Tuesday

A traditional burial ground should be a No Go for Pokemon Go — so says a Lheidli T'enneh woman who wants to shut down a poke stop in an Indigenous graveyard in Prince George, B.C.

Kym Gouchie was visiting her father's grave Sunday, when she encountered dozens of Pokemon players traipsing through her First Nation's burial ground.

"It's sacred there,"said Gouchie. "This land was once my ancestral land. This is the only little piece of land inside Prince George that is ours, and you are disrespecting it." "My dad, my uncles, my cousin, my great grandmother are all buried there," she said.

The traditional graveyard is located in a popular riverside park, where the Lheidli T'enneh once lived, before their village was burned to the ground in 1913 and their community forcibly relocated to reserve land.

The traditional Lheidli burial ground is now open to the public, but it's gated and enclosed by hedges within the Lheidli T'enneh Memorial Park.

But this weekend, said Gouchie, she confronted a young man in the graveyard who pointed at the outdoor altar and Indigenous clan carvings and he told her it was a Pokestop.


"To have a Pokestop there and to have people searching around in the burial grounds is absolutely absurd in my mind and very disrespectful," said Gouchie.

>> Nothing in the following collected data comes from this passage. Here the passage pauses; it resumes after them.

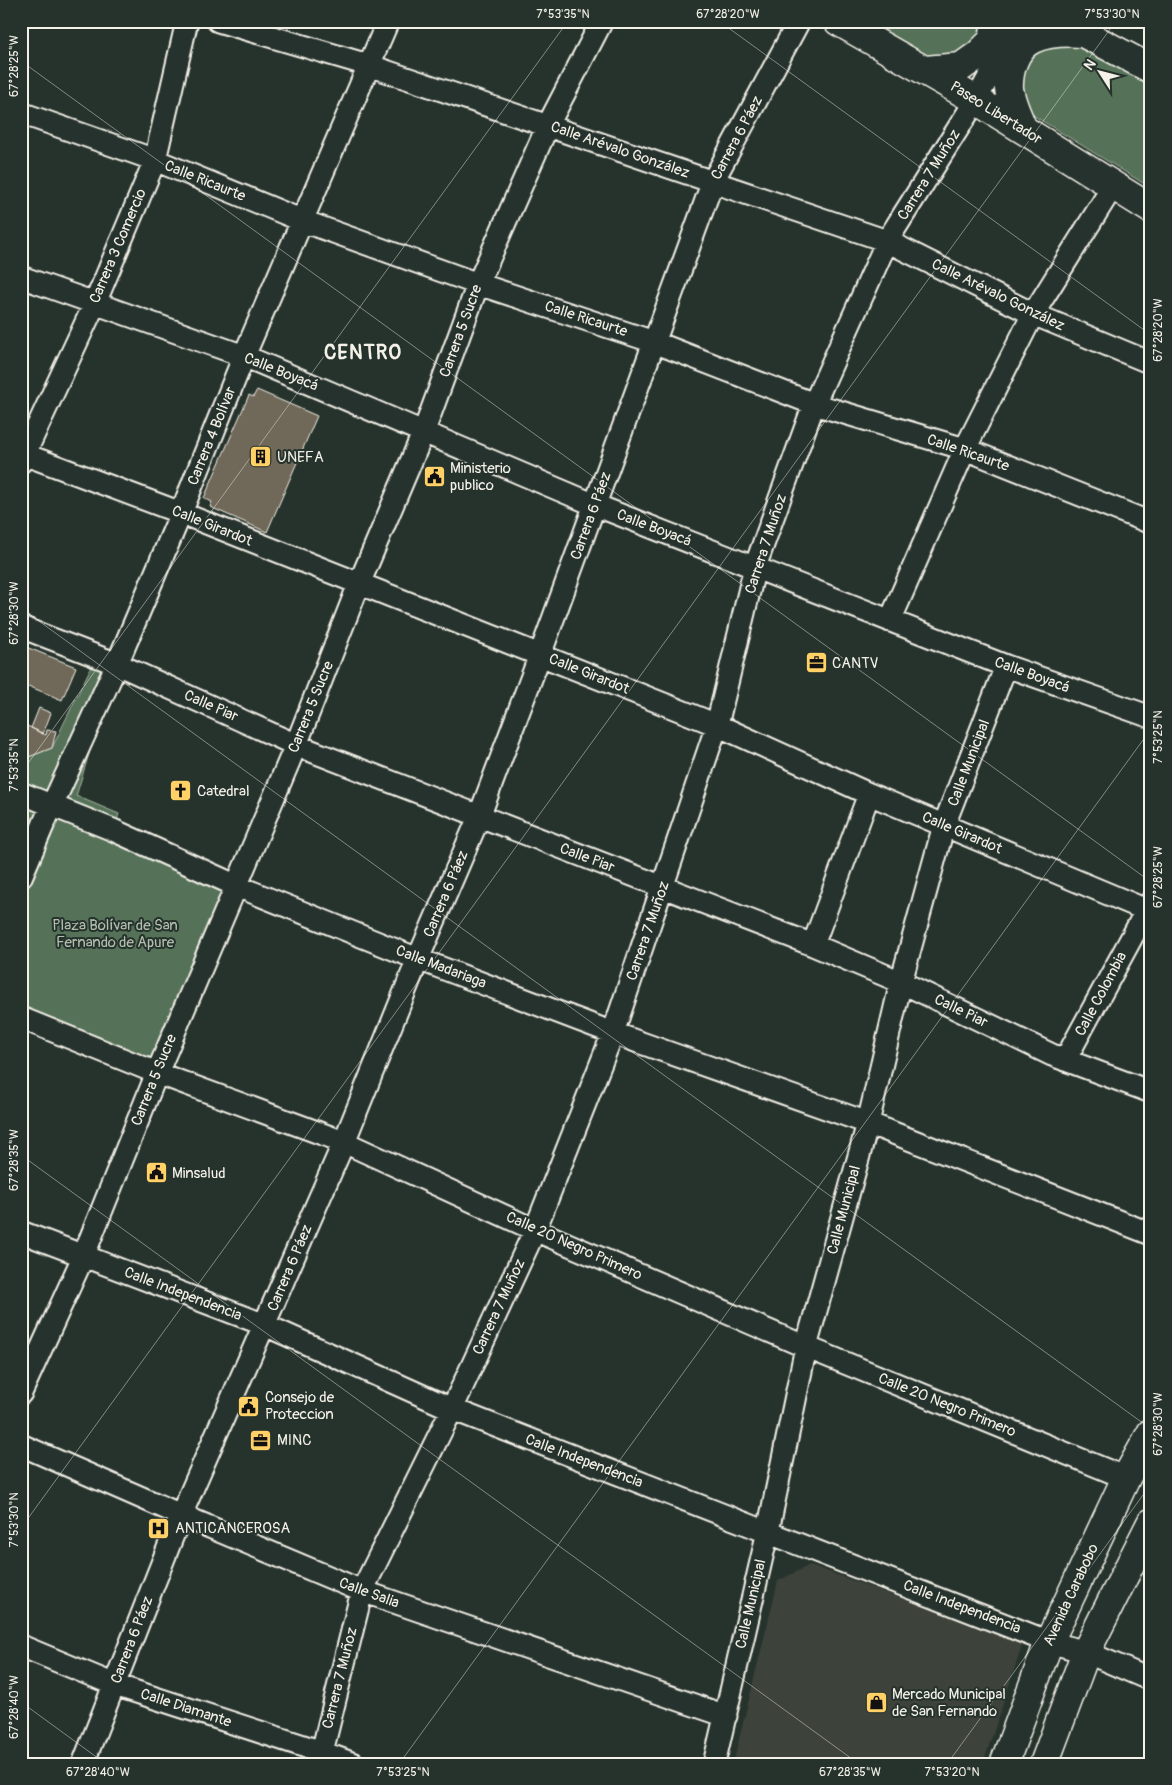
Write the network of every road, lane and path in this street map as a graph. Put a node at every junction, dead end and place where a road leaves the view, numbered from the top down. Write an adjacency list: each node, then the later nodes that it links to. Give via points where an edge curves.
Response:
1 (187, 21): 17 (street, Carrera 3 Comercio)
2 (218, 21): 10 (street, Calle Arévalo González)
3 (388, 21): 10 (street, Carrera 4 Bolívar)
4 (602, 21): 15 (street, Carrera 5 Sucre)
5 (799, 21): 18 (street, Carrera 6 Páez)
6 (838, 21): 12 (highway, Paseo Libertador)
7 (996, 21): 12 (highway, via 992,40 961,67)
8 (1020, 21): 13 (street, Carrera 7 Muñoz)
9 (1072, 27): 11 (highway); 16 (highway, via 1032,39 1018,52 1010,70 1010,90)
10 (368, 65): 15 (street, Calle Arévalo González); 21 (street, Carrera 4 Bolívar)
11 (1151, 69)
12 (925, 70): 13 (highway, Paseo Libertador)
13 (976, 100): 16 (highway, Paseo Libertador); 22 (street, Carrera 7 Muñoz)
14 (21, 113): 17 (street, Calle Ricaurte)
15 (548, 125): 18 (street, Calle Arévalo González); 24 (street, Carrera 5 Sucre)
16 (1023, 129): 19 (highway, Paseo Libertador)
17 (155, 160): 21 (street, Calle Ricaurte); 25 (street, Carrera 3 Comercio)
18 (713, 181): 22 (street, Calle Arévalo González); 27 (street, Carrera 6 Páez)
19 (1113, 186): 20 (highway, Paseo Libertador); 26 (street)
20 (1151, 209)
21 (303, 221): 24 (street, Calle Ricaurte); 28 (street, Carrera 4 Bolívar)
22 (887, 241): 26 (street, Calle Arévalo González); 30 (street, Carrera 7 Muñoz)
23 (21, 278): 25 (street, Calle Boyacá)
24 (478, 284): 27 (street, Calle Ricaurte); 31 (street, Carrera 5 Sucre)
25 (95, 303): 28 (street, Calle Boyacá); 33 (street, Carrera 3 Comercio)
26 (1033, 314): 29 (street, Calle Arévalo González); 32 (street)
27 (654, 342): 30 (street, Calle Ricaurte); 34 (street, Carrera 6 Páez)
28 (244, 356): 31 (street, Calle Boyacá); 35 (street, Carrera 4 Bolívar)
29 (1151, 364)
30 (814, 404): 32 (street, Calle Ricaurte); 37 (street, Carrera 7 Muñoz)
31 (424, 431): 34 (street, Calle Boyacá); 38 (street, Carrera 5 Sucre)
32 (965, 450): 36 (street, Calle Ricaurte); 39 (street)
33 (22, 456): 35 (street, Calle Girardot)
34 (595, 505): 37 (street, Calle Boyacá); 41 (street, Carrera 6 Páez)
35 (181, 513): 38 (street, Calle Girardot); 42 (street, Carrera 4 Bolívar)
36 (1151, 523)
37 (755, 567): 39 (street, Calle Boyacá); 45 (street, Carrera 7 Muñoz)
38 (359, 584): 41 (street, Calle Girardot); 46 (street, Carrera 5 Sucre)
39 (890, 621): 43 (street, Calle Boyacá)
40 (21, 627): 42 (street, Calle Piar)
41 (540, 655): 45 (street, Calle Girardot); 50 (street, Carrera 6 Páez)
42 (117, 664): 46 (street, Calle Piar); 49 (street, Carrera 4 Bolívar)
43 (1006, 666): 44 (street, Calle Boyacá); 51 (street, Calle Municipal)
44 (1151, 717)
45 (717, 725): 48 (street, Calle Girardot); 54 (street, Carrera 7 Muñoz)
46 (296, 745): 50 (street, Calle Piar); 53 (street, Carrera 5 Sucre)
47 (21, 793): 49 (street, Calle Madariaga)
48 (869, 794): 51 (street, Calle Girardot); 56 (street)
49 (53, 805): 52 (street, Carrera 4 Bolívar); 53 (street, Calle Madariaga)
50 (479, 817): 54 (street, Calle Piar); 57 (street, Carrera 6 Páez)
51 (944, 825): 55 (street, Calle Girardot); 58 (street, Calle Municipal)
52 (21, 876)
53 (237, 886): 57 (street, Calle Madariaga); 62 (street, Carrera 5 Sucre)
54 (663, 887): 56 (street, Calle Piar); 60 (street, Carrera 7 Muñoz)
55 (1149, 908): 61 (street, Calle Colombia)
56 (813, 945): 58 (street, Calle Piar)
57 (418, 958): 60 (street, Calle Madariaga); 65 (street, Carrera 6 Páez)
58 (901, 982): 61 (street, Calle Piar); 64 (street, Calle Municipal)
59 (21, 1018): 62 (street, Calle 20 Negro Primero)
60 (613, 1032): 64 (street, Calle Madariaga); 66 (street, Carrera 7 Muñoz)
61 (1065, 1060): 63 (street, Calle Piar)
62 (157, 1073): 65 (street, Calle 20 Negro Primero); 69 (street, Carrera 5 Sucre)
63 (1151, 1092)
64 (868, 1123): 68 (street, Calle Madariaga); 71 (street, Calle Municipal)
65 (344, 1142): 66 (street, Calle 20 Negro Primero); 70 (street, Carrera 6 Páez)
66 (535, 1230): 71 (street, Calle 20 Negro Primero); 73 (street, Carrera 7 Muñoz)
67 (21, 1232): 69 (street, Calle Independencia)
68 (1151, 1234)
69 (83, 1257): 70 (street, Calle Independencia); 72 (street, Carrera 5 Sucre)
70 (265, 1325): 73 (street, Calle Independencia); 77 (street, Carrera 6 Páez)
71 (806, 1347): 76 (street, Calle 20 Negro Primero); 79 (street, Calle Municipal)
72 (21, 1394)
73 (452, 1409): 79 (street, Calle Independencia); 80 (street, Carrera 7 Muñoz)
74 (1151, 1433): 76 (highway, Avenida Carabobo)
75 (21, 1445): 77 (street, Calle Salia)
76 (1126, 1478): 81 (highway, Avenida Carabobo)
77 (182, 1515): 80 (street, Calle Salia); 85 (street, Carrera 6 Páez)
78 (1151, 1523): 83 (highway)
79 (768, 1531): 81 (street, Calle Independencia); 86 (street, Calle Municipal)
80 (362, 1591): 86 (street, Calle Salia); 87 (street, Carrera 7 Muñoz)
81 (1049, 1642): 83 (street, Calle Independencia); 91 (highway, Avenida Carabobo)
82 (21, 1646): 85 (street, Calle Diamante)
83 (1086, 1652): 84 (street, Calle Independencia); 92 (highway)
84 (1151, 1680)
85 (115, 1685): 87 (street, Calle Diamante); 88 (street, Carrera 6 Páez)
86 (726, 1716): 90 (street, Calle Municipal)
87 (321, 1758): 89 (street, Calle Diamante)
88 (83, 1764)
89 (354, 1764)
90 (714, 1764)
91 (1004, 1764)
92 (1044, 1764)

"This has to stop," said Gouchie. "This game has only been live in Canada for one week. It's only a matter of time before that burial site is filled with Pokemon Go people."

"It should not happen. It should not be on their map," she said. "They didn't consult us. They didn't ask permission," said Gouchie.
Source

Prince George Pokemon Go players gather at the entrance to the Lheidli T'enneh burial ground, a designated Pokestop. (Facebook/Kym Gouchie)

Responses to "Pokemon Go On Sacred Land : Indigenous woman wants burial ground Pokestop gone"

  1. PokeStops, like Ingress portals and FieldTrip stops before them, are generally placed at locations of historic or cultural significance. The goal is to get people to raise their awareness of their local heritage and culture and get them interacting with it. You should be pleased. This type of possessive attitude towards culture is precisely why ours is being lost in today's society. :/

  2. Anonymous says:

    My understanding is locations such as these can asked to be removed by submitting a request.

  3. I agree with Casey; Pokémon Go will get people in the area who know nothing about the local history to begin to learn about it. Be happy, that memorial is doing what it was built for.